[[ DATASET CONTENT open ]]
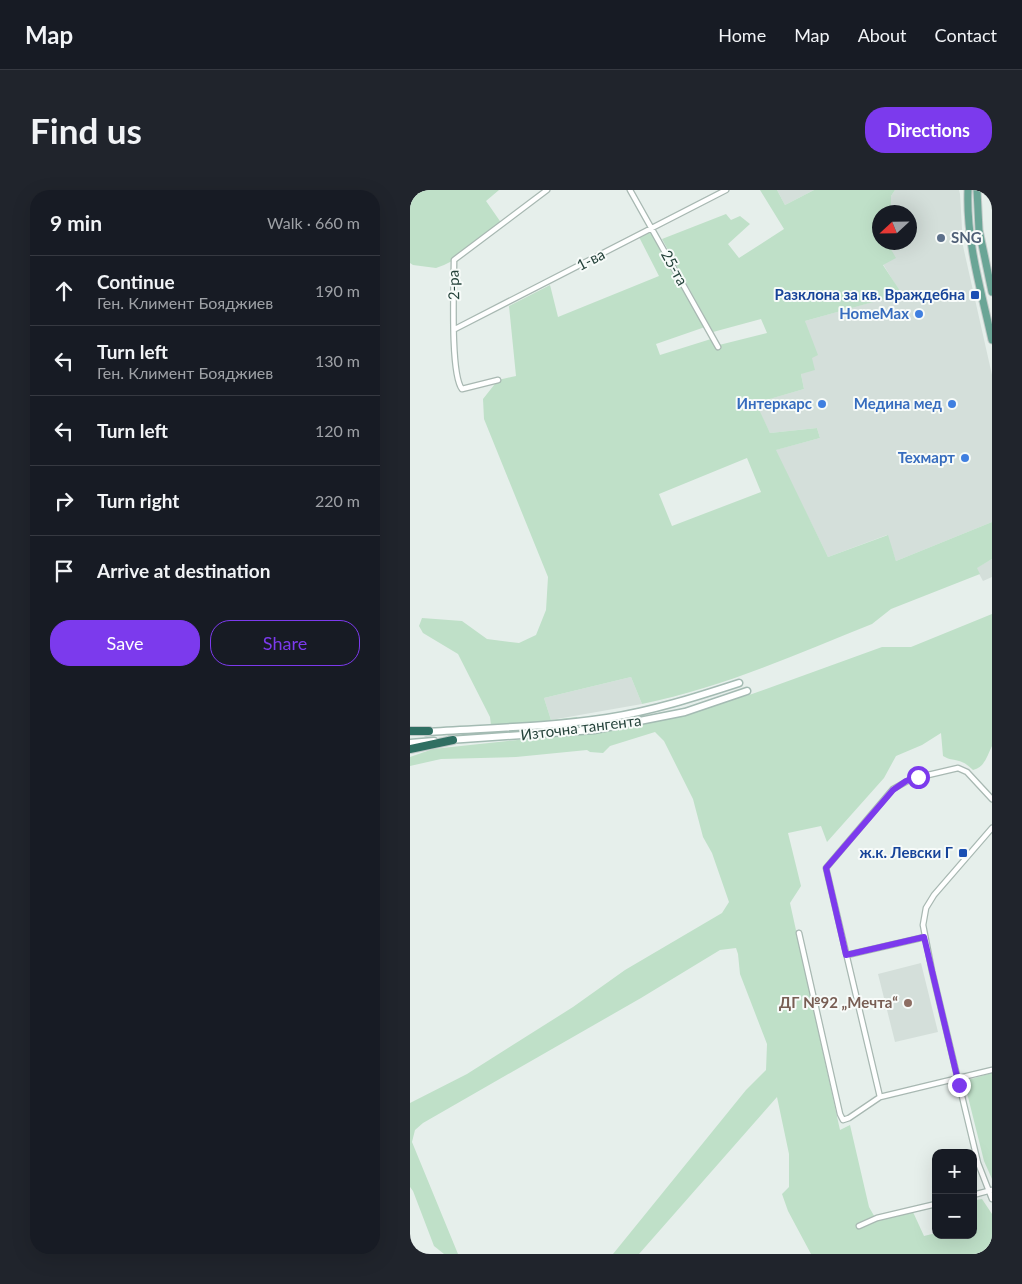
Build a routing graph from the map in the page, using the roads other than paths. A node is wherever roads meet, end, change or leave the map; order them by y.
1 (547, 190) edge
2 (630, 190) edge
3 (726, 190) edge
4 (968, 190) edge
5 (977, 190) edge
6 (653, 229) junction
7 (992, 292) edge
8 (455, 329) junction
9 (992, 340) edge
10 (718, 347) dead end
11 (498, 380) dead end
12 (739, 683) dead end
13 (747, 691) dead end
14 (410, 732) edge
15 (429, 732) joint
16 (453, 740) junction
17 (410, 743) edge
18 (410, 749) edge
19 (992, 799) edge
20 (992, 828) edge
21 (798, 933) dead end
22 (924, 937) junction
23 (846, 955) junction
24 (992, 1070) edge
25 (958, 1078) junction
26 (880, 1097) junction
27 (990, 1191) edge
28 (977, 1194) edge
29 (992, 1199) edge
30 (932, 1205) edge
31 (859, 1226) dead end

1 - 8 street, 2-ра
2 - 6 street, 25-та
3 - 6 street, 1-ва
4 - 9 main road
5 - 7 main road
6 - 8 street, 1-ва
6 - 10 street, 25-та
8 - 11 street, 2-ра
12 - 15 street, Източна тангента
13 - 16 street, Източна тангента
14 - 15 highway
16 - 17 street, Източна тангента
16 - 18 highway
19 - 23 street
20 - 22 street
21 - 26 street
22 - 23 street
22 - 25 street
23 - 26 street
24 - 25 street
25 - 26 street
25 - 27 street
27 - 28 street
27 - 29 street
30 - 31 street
[[ DATASET CONTENT closed ]]
Which of the lines above hold the word "dead"? Copy each one.

10 (718, 347) dead end
11 (498, 380) dead end
12 (739, 683) dead end
13 (747, 691) dead end
21 (798, 933) dead end
31 (859, 1226) dead end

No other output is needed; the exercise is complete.